# Slingshot Advice?



## Dave1 (Sep 11, 2012)

Hi, right guys i ordered some round harpoon elastic which is 9mm. For my Milbro ribbed catapult.

So today the elastic came in the post! Oh no. It doesn't fit throught the holes!

So there's two ways of looking at this. Send it back and get elastic that does fit? Or get a catapult that the elastic fits on! lol

So i think the elastic not fitting is a good reason for me to get another catapult







Would you guys agree?

What catapults would you guys recommend? To fit 9mm harpoon elastic?

So that you know i am in the UK. But this doesn't really matter to much. Aslong as shipping isn't to much.


----------



## Sofreto (May 10, 2012)

Get another catapult...

Look at the vendor section...lots of good catapuls at reasonable prices

Cheers


----------



## rockslinger (Nov 16, 2010)

Sofreto said:


> Get another catapult...
> 
> Look at the vendor section...lots of good catapuls at reasonable prices
> 
> Cheers


----------



## Henry the Hermit (Jun 2, 2010)

Dave1 said:


> Hi, right guys i ordered some round harpoon elastic which is 9mm. For my Milbro ribbed catapult.
> 
> So today the elastic came in the post! Oh no. It doesn't fit throught the holes!
> 
> ...


Before you spend money on a new slingshot, you might want to try pulling that rubber. Double it, grasp the loop end in a pinch grip and about 8 inches from that point grasp both tubes, then see if you can comfortably pull this stuff back to your anchor point. I'm betting it's way too stiff. If you can pull it, be extremely careful about what you mount it on. You're going to need a strong fork.


----------



## Dave1 (Sep 11, 2012)

Cheers for the replies guys. I was looking more for user imput. Like mini reviews of actual catapult forks you own.

Oh i'll be sticking to metal really. I already know of two world class vendors in the Uk. Milbro pro sports and bells of hythe.


----------



## Tex-Shooter (Dec 17, 2009)

Just because rubber is bigger and pulls harder does not mean that it shoots faster or with more power.
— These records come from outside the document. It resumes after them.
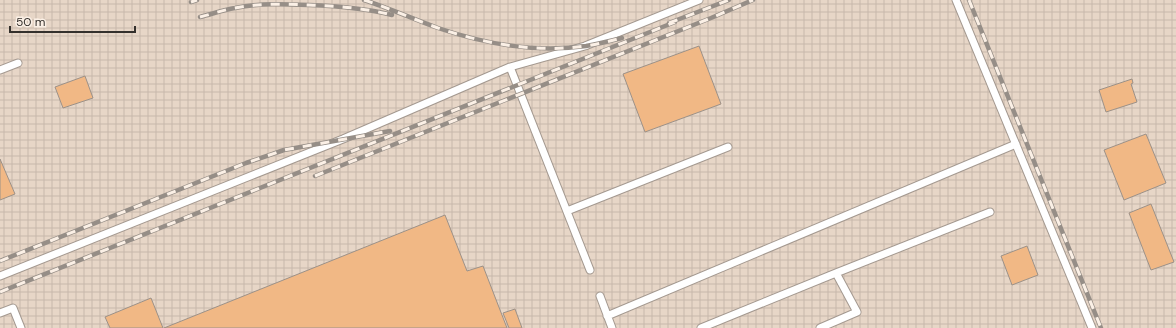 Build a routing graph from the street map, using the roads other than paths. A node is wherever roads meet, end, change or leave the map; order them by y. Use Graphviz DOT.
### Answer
graph roads {
  1 [pos="699,0"];
  2 [pos="956,0"];
  3 [pos="18,63"];
  4 [pos="510,67"];
  5 [pos="0,70"];
  6 [pos="1016,144"];
  7 [pos="728,147"];
  8 [pos="567,211"];
  9 [pos="990,212"];
  10 [pos="590,270"];
  11 [pos="836,272"];
  12 [pos="0,276"];
  13 [pos="600,296"];
  14 [pos="0,313"];
  15 [pos="608,316"];
  16 [pos="21,328"];
  17 [pos="612,328"];
  18 [pos="701,328"];
  19 [pos="820,328"];
  20 [pos="1092,328"];
  1 -- 4 [label="lane"];
  2 -- 6 [label="lane"];
  3 -- 5 [label="lane"];
  4 -- 8 [label="lane"];
  4 -- 12 [label="lane"];
  6 -- 15 [label="lane"];
  6 -- 20 [label="lane"];
  7 -- 8 [label="lane"];
  8 -- 10 [label="lane"];
  9 -- 11 [label="lane"];
  11 -- 18 [label="lane"];
  11 -- 19 [label="lane"];
  13 -- 15 [label="lane"];
  14 -- 16 [label="lane"];
  15 -- 17 [label="lane"];
} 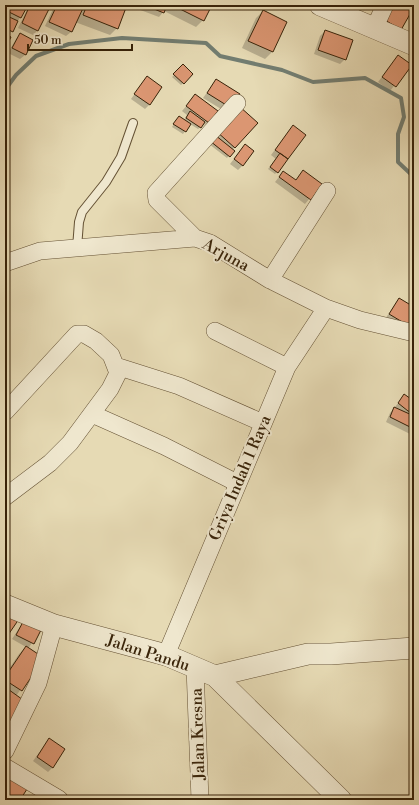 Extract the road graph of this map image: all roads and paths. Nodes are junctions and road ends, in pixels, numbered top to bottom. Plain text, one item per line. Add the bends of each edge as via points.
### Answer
1 (320, 5) edge
2 (385, 5) edge
3 (374, 29) junction
4 (414, 44) edge
5 (237, 103) dead end
6 (133, 123) dead end
7 (328, 191) dead end
8 (195, 238) junction
9 (77, 248) junction
10 (5, 263) edge
11 (270, 280) junction
12 (326, 308) junction
13 (215, 331) dead end
14 (414, 333) edge
15 (116, 366) junction
16 (287, 367) junction
17 (5, 412) edge
18 (92, 414) junction
19 (263, 423) junction
20 (237, 483) junction
21 (5, 497) edge
22 (5, 605) edge
23 (54, 625) junction
24 (414, 648) edge
25 (166, 655) junction
26 (196, 668) junction
27 (215, 676) junction
28 (5, 752) edge
29 (5, 767) edge
30 (59, 800) edge
31 (200, 800) edge
32 (340, 800) edge

1 - 3 street
2 - 3 street
3 - 4 street
5 - 8 street via 156,193 157,200
6 - 9 lane via 118,163 82,212
7 - 11 street
8 - 9 street, Arjuna
8 - 11 street, Arjuna via 210,242
9 - 10 street, Arjuna via 40,251
11 - 12 street, Arjuna
12 - 14 street, Arjuna via 360,320
12 - 16 street, Griya Indah 1 Raya
13 - 16 street
15 - 17 street via 111,355 96,341 84,334 77,334
15 - 18 street via 118,373 110,389
15 - 19 street via 186,389
16 - 19 street, Griya Indah 1 Raya
18 - 20 street via 164,446
18 - 21 street via 70,443 50,463
19 - 20 street, Griya Indah 1 Raya
20 - 25 street, Griya Indah 1 Raya
22 - 23 street, Jalan Pandu
23 - 25 street, Jalan Pandu
23 - 28 street via 38,683
24 - 27 street via 308,654
25 - 26 street, Jalan Pandu
26 - 27 street, Jalan Pandu
26 - 31 street, Jalan Kresna
27 - 32 street, Jalan Pandu
29 - 30 street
In fact quite often just the opposite is true. -- Tex


----------



## Dave1 (Sep 11, 2012)

This rubber was recommended to me by a top UK vendor...Tex for my requirements. Dout they are going to be selling rubbish goods. When they have there reputation at stake. And giving out falso advice. And if that be the case then why is everyone using teraband gold? As thats more powerful?


----------



## Tex-Shooter (Dec 17, 2009)

It is not that the large tubing is rubbish! I am sure that it is a quality product, but a lot of us shooters have learned that multiple small tubes just perform better than one large tube if both have the same weight pull. Most shooters shoot Thera-Band gold instead of multiple thinner sheets because of band life and not because it will shoot faster or with more power. Band life is not as much of a concern with tubes as with flat stock. Here a shooter achieved 100 Joules with 3 bands per side of .030 thick Thera-band gold. Even more power might have been achieved if 6 bands per side of .015 thick latex with the same weight pull. However shoot whatever you want; all I am interested in is promoting the sport. -- Tex 

http://slingshotforum.com/topic/8427-over-100-joule-with-the-howitzer/page__hl__+100 +joules - entry87212


----------



## Dave1 (Sep 11, 2012)

Cheers, think im going to send it back. I have a milbro ribbed catapult. So cant use multiple bands.


----------



## Dave1 (Sep 11, 2012)

The thing is with this catapult. It is a weird design. Your suppose to thread square elastic through the four holes. It has a grove linking the holes. So you have to thread it a certain way.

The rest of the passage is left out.